* Description of the task
Set down each line of the data exactly, but not the pictures.

* The data
---
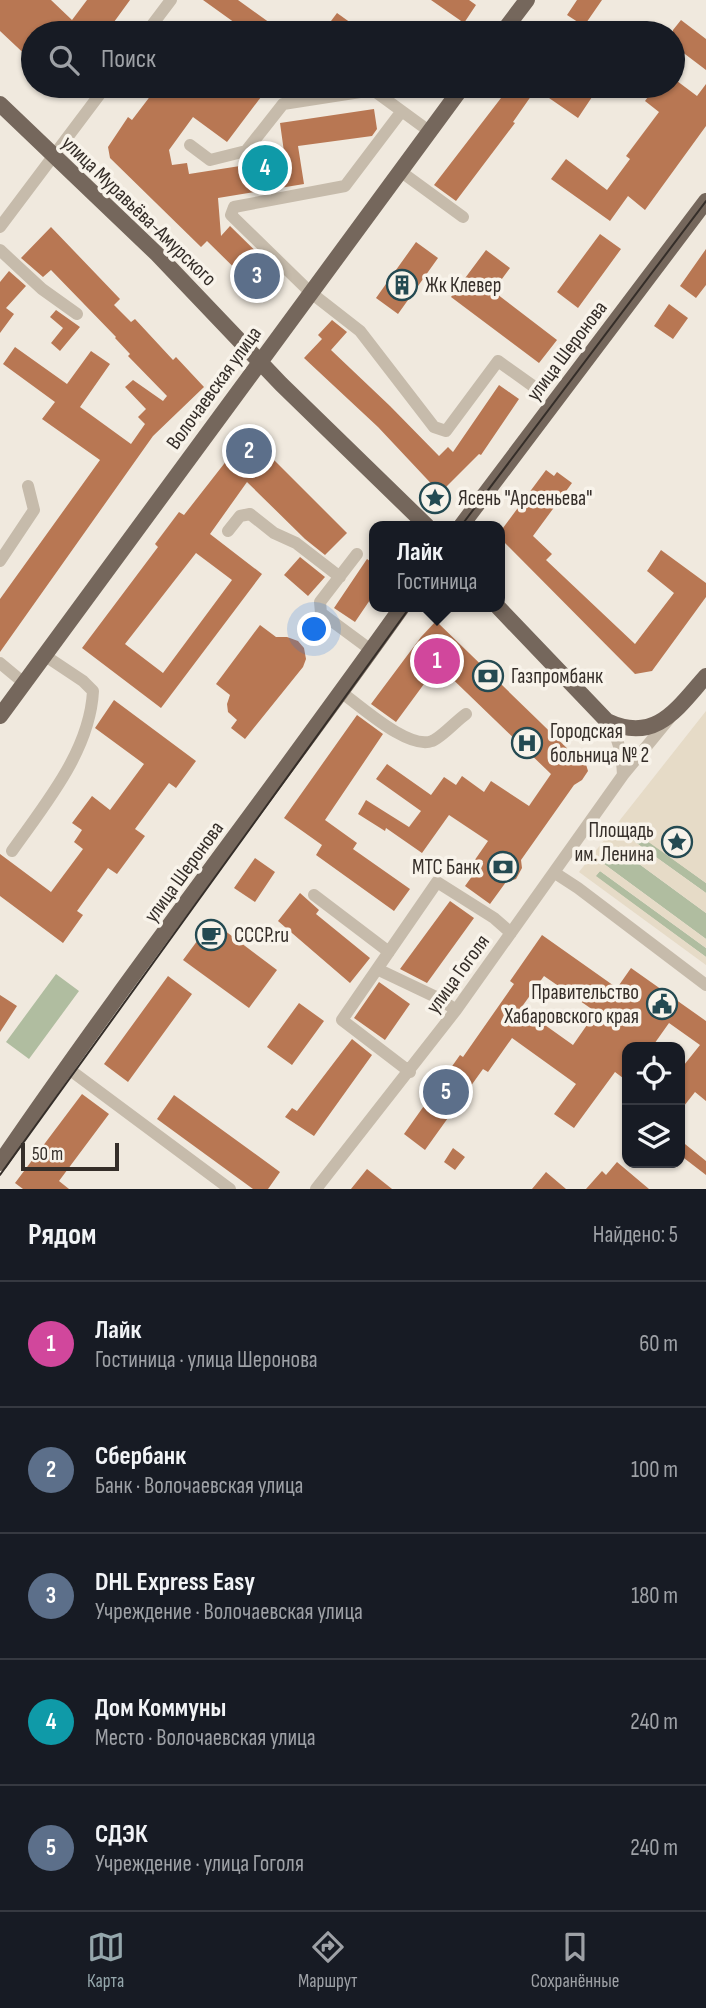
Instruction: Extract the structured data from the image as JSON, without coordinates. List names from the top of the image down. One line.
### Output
{"streets":{"main road":["улица Муравьёва-Амурского","улица Шеронова","Волочаевская улица"],"street":["улица Гоголя"]},"crossings":[["улица Муравьёва-Амурского","Волочаевская улица"]],"places":{"building":["Жк Клевер"],"place":["Ясень \"Арсеньева\"","Площадь им. Ленина"],"bank":["Газпромбанк","МТС Банк"],"hospital":["Городская больница № 2"],"cafe":["СССР.ru"],"public building":["Правительство Хабаровского края"]},"scale_bar":"50 m","page":{"search":"Поиск","pins":["4","3","2","1","5"],"popup":["Лайк","Гостиница"],"scale":"50 m","heading":["Рядом","Найдено: 5"],"list":[{"mark":"1","name":"Лайк","note":"Гостиница · улица Шеронова","value":"60 m"},{"mark":"2","name":"Сбербанк","note":"Банк · Волочаевская улица","value":"100 m"},{"mark":"3","name":"DHL Express Easy","note":"Учреждение · Волочаевская улица","value":"180 m"},{"mark":"4","name":"Дом Коммуны","note":"Место · Волочаевская улица","value":"240 m"},{"mark":"5","name":"СДЭК","note":"Учреждение · улица Гоголя","value":"240 m"}],"nav":["Карта","Маршрут","Сохранённые"]}}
---
* Answer area
Instruction: Extract the structured data from the image as JSON, without coordinates. List names from the top of the image down. One line.
### Output
{"streets":{"main road":["улица Муравьёва-Амурского","улица Шеронова","Волочаевская улица"],"street":["улица Гоголя"]},"crossings":[["улица Муравьёва-Амурского","Волочаевская улица"]],"places":{"building":["Жк Клевер"],"place":["Ясень \"Арсеньева\"","Площадь им. Ленина"],"bank":["Газпромбанк","МТС Банк"],"hospital":["Городская больница № 2"],"cafe":["СССР.ru"],"public building":["Правительство Хабаровского края"]},"scale_bar":"50 m","page":{"search":"Поиск","pins":["4","3","2","1","5"],"popup":["Лайк","Гостиница"],"scale":"50 m","heading":["Рядом","Найдено: 5"],"list":[{"mark":"1","name":"Лайк","note":"Гостиница · улица Шеронова","value":"60 m"},{"mark":"2","name":"Сбербанк","note":"Банк · Волочаевская улица","value":"100 m"},{"mark":"3","name":"DHL Express Easy","note":"Учреждение · Волочаевская улица","value":"180 m"},{"mark":"4","name":"Дом Коммуны","note":"Место · Волочаевская улица","value":"240 m"},{"mark":"5","name":"СДЭК","note":"Учреждение · улица Гоголя","value":"240 m"}],"nav":["Карта","Маршрут","Сохранённые"]}}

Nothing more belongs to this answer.